Roofline performance from Eq. 3 and heFFTe performance on a 3D FFT of size \(1024^3\); using 40 MPI processes, 1MPI/core, per node (blue), and 6 MPI/node, 1MPI/1GPU-Volta100, per node (red). (Color figure online)

4.2 Using heFFTe with Applications

Diverse applications targeting exascale make use of FFT within their models. In this section, we consider LAMMPS [14], part of the EXAALT ECP project. Its KSPACE package provides a variety of long-range Coulombic solvers, as well as pair styles which compute the corresponding pairwise Coulombic interactions. This package heavily rely on efficient FFT computations, with the purpose to compute the energy of a molecular system.

Fig. 9.
figure 9

LAMMPS Rhodopsin protein benchmark on a \(128^3\) FFT grid, using 2 nodes, 4 MPI processes per node. For FFTMPI we use 1 MPI per core plus 16 OpenMP threads, and for heFFTe we use 1 MPI per GPU.
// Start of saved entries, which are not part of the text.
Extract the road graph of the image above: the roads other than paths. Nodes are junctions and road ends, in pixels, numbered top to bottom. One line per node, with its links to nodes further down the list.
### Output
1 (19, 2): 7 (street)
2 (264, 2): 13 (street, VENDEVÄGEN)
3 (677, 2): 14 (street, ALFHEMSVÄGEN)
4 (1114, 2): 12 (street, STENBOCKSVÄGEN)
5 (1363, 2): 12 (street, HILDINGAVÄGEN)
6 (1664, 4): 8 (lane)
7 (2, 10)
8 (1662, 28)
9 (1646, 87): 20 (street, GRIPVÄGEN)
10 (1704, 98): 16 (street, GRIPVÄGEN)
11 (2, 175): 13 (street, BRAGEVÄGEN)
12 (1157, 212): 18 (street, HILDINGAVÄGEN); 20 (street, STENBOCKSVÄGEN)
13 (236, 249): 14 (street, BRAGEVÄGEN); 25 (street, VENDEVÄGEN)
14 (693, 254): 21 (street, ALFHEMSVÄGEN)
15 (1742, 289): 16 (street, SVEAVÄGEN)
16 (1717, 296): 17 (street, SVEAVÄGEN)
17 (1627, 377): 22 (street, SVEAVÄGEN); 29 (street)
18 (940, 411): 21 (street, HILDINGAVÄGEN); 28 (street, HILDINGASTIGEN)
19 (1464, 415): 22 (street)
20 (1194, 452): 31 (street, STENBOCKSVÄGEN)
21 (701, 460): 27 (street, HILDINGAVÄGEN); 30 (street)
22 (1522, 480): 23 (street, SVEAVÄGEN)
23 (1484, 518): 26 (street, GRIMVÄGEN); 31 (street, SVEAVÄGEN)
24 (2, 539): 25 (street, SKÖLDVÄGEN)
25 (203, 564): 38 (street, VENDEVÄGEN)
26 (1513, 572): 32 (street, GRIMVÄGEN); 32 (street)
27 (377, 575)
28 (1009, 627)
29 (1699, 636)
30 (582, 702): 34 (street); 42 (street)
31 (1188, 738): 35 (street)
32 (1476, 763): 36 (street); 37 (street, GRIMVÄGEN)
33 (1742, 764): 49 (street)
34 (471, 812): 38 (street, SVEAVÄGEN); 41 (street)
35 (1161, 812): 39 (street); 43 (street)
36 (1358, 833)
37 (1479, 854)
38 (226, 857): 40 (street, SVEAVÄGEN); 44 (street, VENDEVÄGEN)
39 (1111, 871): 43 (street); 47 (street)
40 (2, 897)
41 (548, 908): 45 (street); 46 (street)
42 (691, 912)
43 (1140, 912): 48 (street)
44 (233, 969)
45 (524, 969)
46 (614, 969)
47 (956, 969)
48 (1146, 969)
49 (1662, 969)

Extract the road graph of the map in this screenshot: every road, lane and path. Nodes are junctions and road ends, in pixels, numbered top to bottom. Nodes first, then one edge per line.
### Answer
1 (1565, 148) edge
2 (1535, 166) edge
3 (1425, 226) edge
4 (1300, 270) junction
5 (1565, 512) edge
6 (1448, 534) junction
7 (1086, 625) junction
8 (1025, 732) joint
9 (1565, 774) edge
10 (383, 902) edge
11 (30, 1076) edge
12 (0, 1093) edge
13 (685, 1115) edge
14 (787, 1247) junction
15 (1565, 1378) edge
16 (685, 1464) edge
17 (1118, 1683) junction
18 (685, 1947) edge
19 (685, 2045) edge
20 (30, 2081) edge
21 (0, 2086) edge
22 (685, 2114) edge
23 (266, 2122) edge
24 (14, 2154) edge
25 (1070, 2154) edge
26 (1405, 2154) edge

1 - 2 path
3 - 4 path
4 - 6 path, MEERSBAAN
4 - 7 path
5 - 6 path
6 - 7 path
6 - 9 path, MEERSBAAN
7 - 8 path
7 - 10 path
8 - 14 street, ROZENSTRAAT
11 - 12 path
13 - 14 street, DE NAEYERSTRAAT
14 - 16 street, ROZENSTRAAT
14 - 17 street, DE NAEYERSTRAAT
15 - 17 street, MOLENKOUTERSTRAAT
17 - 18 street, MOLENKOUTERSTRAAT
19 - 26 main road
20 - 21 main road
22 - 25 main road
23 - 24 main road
In Fig. 9 we present an experiment obtained using a LAMMPS benchmark experiment, where we compare the performance when using its built-in FFTMPI library, and then using the GPU version of heFFTe library. As shown in Fig. 4, it is expected that even for large runs, using LAMMPS with heFFTe would provide a \(2{\times }\) speedup of its KSPACE routine.

5 Conclusions

In this article, we presented the methodology, implementation and performance results of heFFTe library, which performs FFT computation on heterogeneous systems targeting exascale. We have provided experiments showing considerable speedups compared to state-of-the-art libraries, and that linear scalability is achievable. We have greatly speedup local kernels getting very close to the experimental roofline peak on Summit (a large heterogeneous cluster which ranks first on the top 500 supercomputers). Our results show that further optimizations would require better hardware interconnection and/or new communication-avoiding algorithmic approaches.